Set down the data below exactly; pictures stay out.

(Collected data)
· · ·

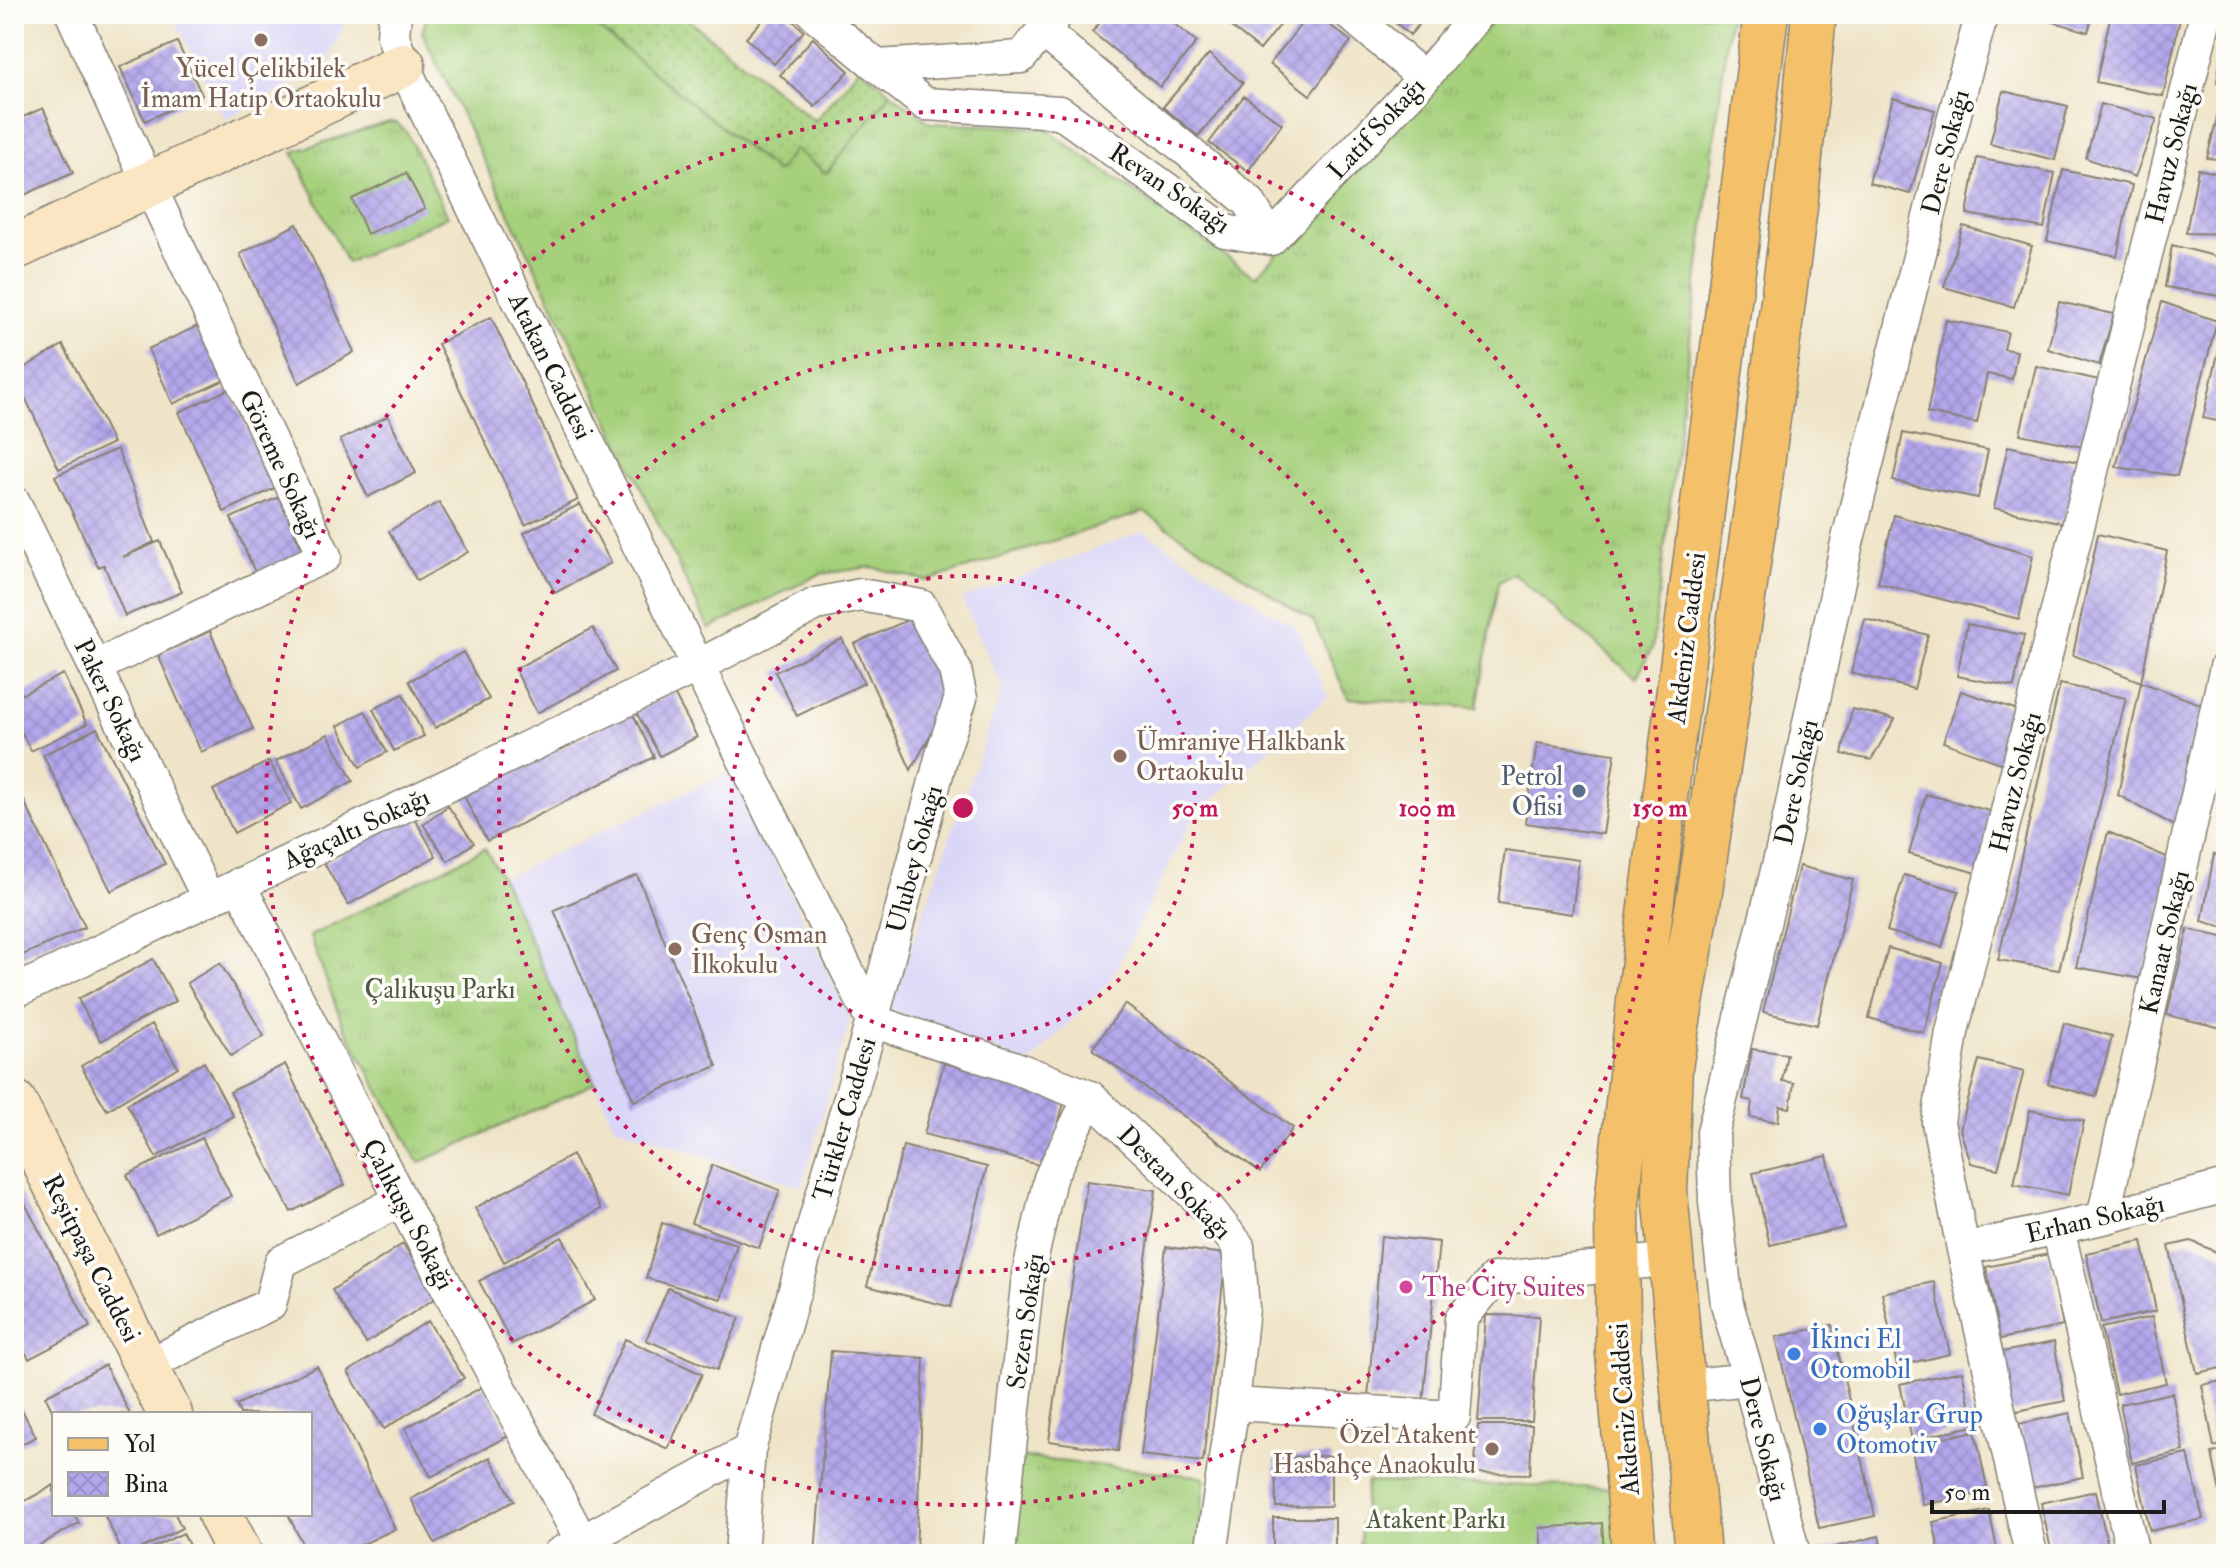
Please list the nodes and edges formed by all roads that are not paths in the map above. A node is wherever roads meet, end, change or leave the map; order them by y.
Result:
1 (72, 14) edge
2 (395, 14) edge
3 (814, 14) edge
4 (1350, 14) edge
5 (1478, 14) edge
6 (1766, 14) edge
7 (1814, 14) edge
8 (1982, 14) edge
9 (2206, 14) edge
10 (1050, 23) edge
11 (403, 65) junction
12 (877, 66) junction
13 (1424, 78) junction
14 (149, 185) junction
15 (1271, 239) junction
16 (14, 248) edge
17 (14, 502) edge
18 (698, 666) junction
19 (95, 667) junction
20 (2226, 667) edge
21 (961, 698) joint
22 (239, 884) junction
23 (208, 898) junction
24 (14, 992) edge
25 (872, 1021) junction
26 (1090, 1097) junction
27 (18, 1122) edge
28 (2226, 1186) edge
29 (401, 1200) junction
30 (2103, 1218) junction
31 (2058, 1228) junction
32 (1963, 1249) junction
33 (1671, 1259) junction
34 (1618, 1263) junction
35 (146, 1366) junction
36 (1749, 1379) junction
37 (1684, 1386) junction
38 (1233, 1404) junction
39 (169, 1412) edge
40 (749, 1450) junction
41 (221, 1516) edge
42 (570, 1548) edge
43 (240, 1554) edge
44 (741, 1554) edge
45 (999, 1554) edge
46 (1211, 1554) edge
47 (1634, 1554) edge
48 (1698, 1554) edge
49 (1794, 1554) edge
50 (2031, 1554) edge
51 (2133, 1554) edge

1 - 14 street
2 - 11 street, Atakan Caddesi
3 - 12 street, Revan Sokağı
4 - 13 street
5 - 13 street, Latif Sokağı
6 - 34 main road, Akdeniz Caddesi
7 - 33 main road, Akdeniz Caddesi
8 - 36 street, Dere Sokağı
9 - 32 street, Havuz Sokağı
10 - 12 street
10 - 15 street, Revan Sokağı
11 - 14 street
11 - 18 street, Atakan Caddesi
12 - 15 street, Revan Sokağı
13 - 15 street, Latif Sokağı
14 - 16 street
14 - 19 street, Göreme Sokağı
17 - 19 street, Paker Sokağı
18 - 21 street, Ağaçaltı Sokağı
18 - 22 street, Ağaçaltı Sokağı
18 - 25 street, Türkler Caddesi
19 - 23 street, Paker Sokağı
20 - 30 street, Kanaat Sokağı
21 - 25 street, Ulubey Sokağı
22 - 23 street, Ağaçaltı Sokağı
22 - 29 street, Çalıkuşu Sokağı
23 - 24 street, Ağaçaltı Sokağı
25 - 26 street, Destan Sokağı
25 - 40 street, Türkler Caddesi
26 - 38 street, Destan Sokağı
26 - 45 street, Sezen Sokağı
27 - 35 street, Reşitpaşa Caddesi
28 - 30 street, Erhan Sokağı
29 - 35 street
29 - 42 street, Çalıkuşu Sokağı
30 - 31 street, Erhan Sokağı
31 - 32 street, Erhan Sokağı
31 - 51 street
32 - 50 street, Havuz Sokağı
33 - 34 street
33 - 37 main road, Akdeniz Caddesi
34 - 38 street
34 - 47 main road, Akdeniz Caddesi
35 - 39 street, Reşitpaşa Caddesi
36 - 37 street
36 - 49 street, Dere Sokağı
37 - 48 main road, Akdeniz Caddesi
38 - 46 street, Destan Sokağı
40 - 42 street
40 - 44 street, Türkler Caddesi
41 - 43 street

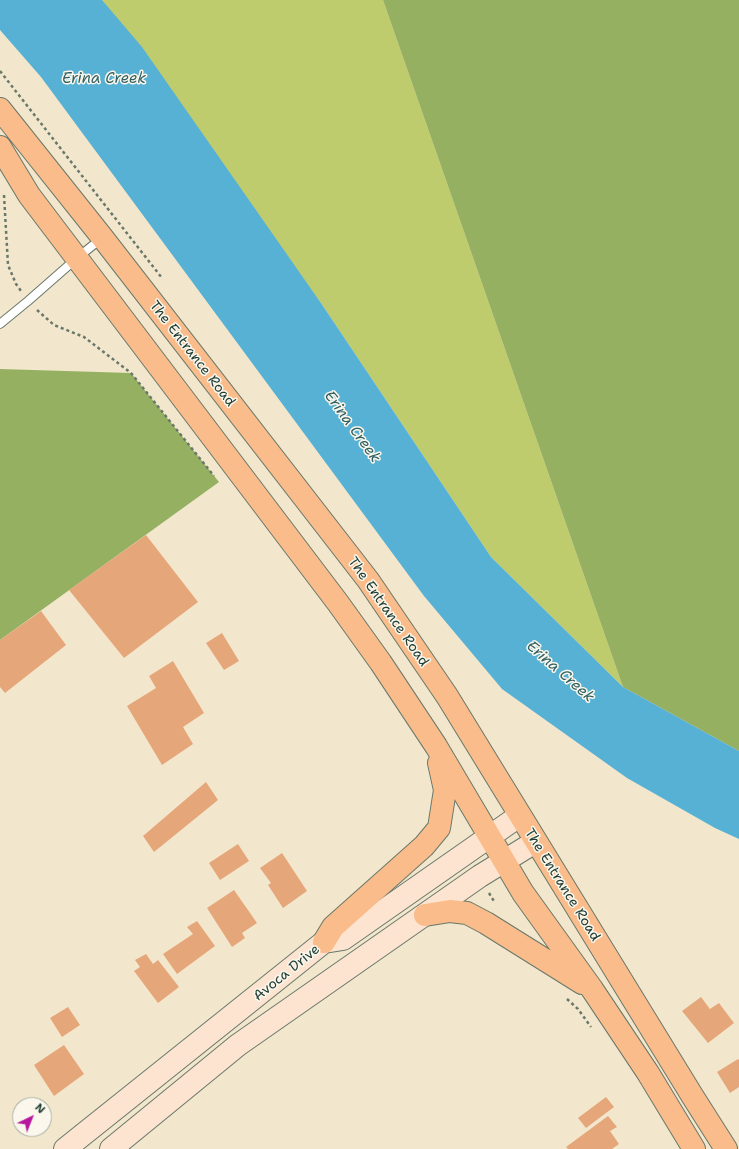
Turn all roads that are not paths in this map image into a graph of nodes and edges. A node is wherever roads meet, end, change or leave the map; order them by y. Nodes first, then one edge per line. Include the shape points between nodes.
1 (0, 109) edge
2 (0, 147) edge
3 (102, 238) junction
4 (77, 258) junction
5 (0, 324) edge
6 (436, 746) junction
7 (519, 816) junction
8 (490, 836) junction
9 (535, 842) junction
10 (504, 861) junction
11 (425, 914) junction
12 (324, 942) junction
13 (592, 989) junction
14 (65, 1149) edge
15 (111, 1149) edge
16 (694, 1149) edge
17 (726, 1149) edge

1 - 3 highway, The Entrance Road
2 - 4 highway via 29,195
3 - 4 lane
3 - 7 highway, The Entrance Road via 368,580 447,696
4 - 5 lane
4 - 6 highway via 342,609
6 - 8 highway
6 - 12 highway via 445,790 440,828 424,846 333,927
7 - 8 main road, Avoca Drive
7 - 9 highway, The Entrance Road
8 - 10 highway
8 - 12 main road, Avoca Drive via 343,939
9 - 10 main road, Avoca Drive
9 - 17 highway, The Entrance Road
10 - 11 main road, Avoca Drive
10 - 13 highway via 523,893
11 - 13 highway via 450,911 467,913
11 - 15 main road, Avoca Drive via 238,1045
12 - 14 main road, Avoca Drive
13 - 16 highway via 648,1073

· · ·

### RESULT BELOW
Please list the nodes and edges formed by all roads that are not paths in the map above. A node is wherever roads meet, end, change or leave the map; order them by y.
Result:
1 (72, 14) edge
2 (395, 14) edge
3 (814, 14) edge
4 (1350, 14) edge
5 (1478, 14) edge
6 (1766, 14) edge
7 (1814, 14) edge
8 (1982, 14) edge
9 (2206, 14) edge
10 (1050, 23) edge
11 (403, 65) junction
12 (877, 66) junction
13 (1424, 78) junction
14 (149, 185) junction
15 (1271, 239) junction
16 (14, 248) edge
17 (14, 502) edge
18 (698, 666) junction
19 (95, 667) junction
20 (2226, 667) edge
21 (961, 698) joint
22 (239, 884) junction
23 (208, 898) junction
24 (14, 992) edge
25 (872, 1021) junction
26 (1090, 1097) junction
27 (18, 1122) edge
28 (2226, 1186) edge
29 (401, 1200) junction
30 (2103, 1218) junction
31 (2058, 1228) junction
32 (1963, 1249) junction
33 (1671, 1259) junction
34 (1618, 1263) junction
35 (146, 1366) junction
36 (1749, 1379) junction
37 (1684, 1386) junction
38 (1233, 1404) junction
39 (169, 1412) edge
40 (749, 1450) junction
41 (221, 1516) edge
42 (570, 1548) edge
43 (240, 1554) edge
44 (741, 1554) edge
45 (999, 1554) edge
46 (1211, 1554) edge
47 (1634, 1554) edge
48 (1698, 1554) edge
49 (1794, 1554) edge
50 (2031, 1554) edge
51 (2133, 1554) edge

1 - 14 street
2 - 11 street, Atakan Caddesi
3 - 12 street, Revan Sokağı
4 - 13 street
5 - 13 street, Latif Sokağı
6 - 34 main road, Akdeniz Caddesi
7 - 33 main road, Akdeniz Caddesi
8 - 36 street, Dere Sokağı
9 - 32 street, Havuz Sokağı
10 - 12 street
10 - 15 street, Revan Sokağı
11 - 14 street
11 - 18 street, Atakan Caddesi
12 - 15 street, Revan Sokağı
13 - 15 street, Latif Sokağı
14 - 16 street
14 - 19 street, Göreme Sokağı
17 - 19 street, Paker Sokağı
18 - 21 street, Ağaçaltı Sokağı
18 - 22 street, Ağaçaltı Sokağı
18 - 25 street, Türkler Caddesi
19 - 23 street, Paker Sokağı
20 - 30 street, Kanaat Sokağı
21 - 25 street, Ulubey Sokağı
22 - 23 street, Ağaçaltı Sokağı
22 - 29 street, Çalıkuşu Sokağı
23 - 24 street, Ağaçaltı Sokağı
25 - 26 street, Destan Sokağı
25 - 40 street, Türkler Caddesi
26 - 38 street, Destan Sokağı
26 - 45 street, Sezen Sokağı
27 - 35 street, Reşitpaşa Caddesi
28 - 30 street, Erhan Sokağı
29 - 35 street
29 - 42 street, Çalıkuşu Sokağı
30 - 31 street, Erhan Sokağı
31 - 32 street, Erhan Sokağı
31 - 51 street
32 - 50 street, Havuz Sokağı
33 - 34 street
33 - 37 main road, Akdeniz Caddesi
34 - 38 street
34 - 47 main road, Akdeniz Caddesi
35 - 39 street, Reşitpaşa Caddesi
36 - 37 street
36 - 49 street, Dere Sokağı
37 - 48 main road, Akdeniz Caddesi
38 - 46 street, Destan Sokağı
40 - 42 street
40 - 44 street, Türkler Caddesi
41 - 43 street

Turn all roads that are not paths in this map image into a graph of nodes and edges. A node is wherever roads meet, end, change or leave the map; order them by y. Nodes first, then one edge per line. Include the shape points between nodes.
1 (0, 109) edge
2 (0, 147) edge
3 (102, 238) junction
4 (77, 258) junction
5 (0, 324) edge
6 (436, 746) junction
7 (519, 816) junction
8 (490, 836) junction
9 (535, 842) junction
10 (504, 861) junction
11 (425, 914) junction
12 (324, 942) junction
13 (592, 989) junction
14 (65, 1149) edge
15 (111, 1149) edge
16 (694, 1149) edge
17 (726, 1149) edge

1 - 3 highway, The Entrance Road
2 - 4 highway via 29,195
3 - 4 lane
3 - 7 highway, The Entrance Road via 368,580 447,696
4 - 5 lane
4 - 6 highway via 342,609
6 - 8 highway
6 - 12 highway via 445,790 440,828 424,846 333,927
7 - 8 main road, Avoca Drive
7 - 9 highway, The Entrance Road
8 - 10 highway
8 - 12 main road, Avoca Drive via 343,939
9 - 10 main road, Avoca Drive
9 - 17 highway, The Entrance Road
10 - 11 main road, Avoca Drive
10 - 13 highway via 523,893
11 - 13 highway via 450,911 467,913
11 - 15 main road, Avoca Drive via 238,1045
12 - 14 main road, Avoca Drive
13 - 16 highway via 648,1073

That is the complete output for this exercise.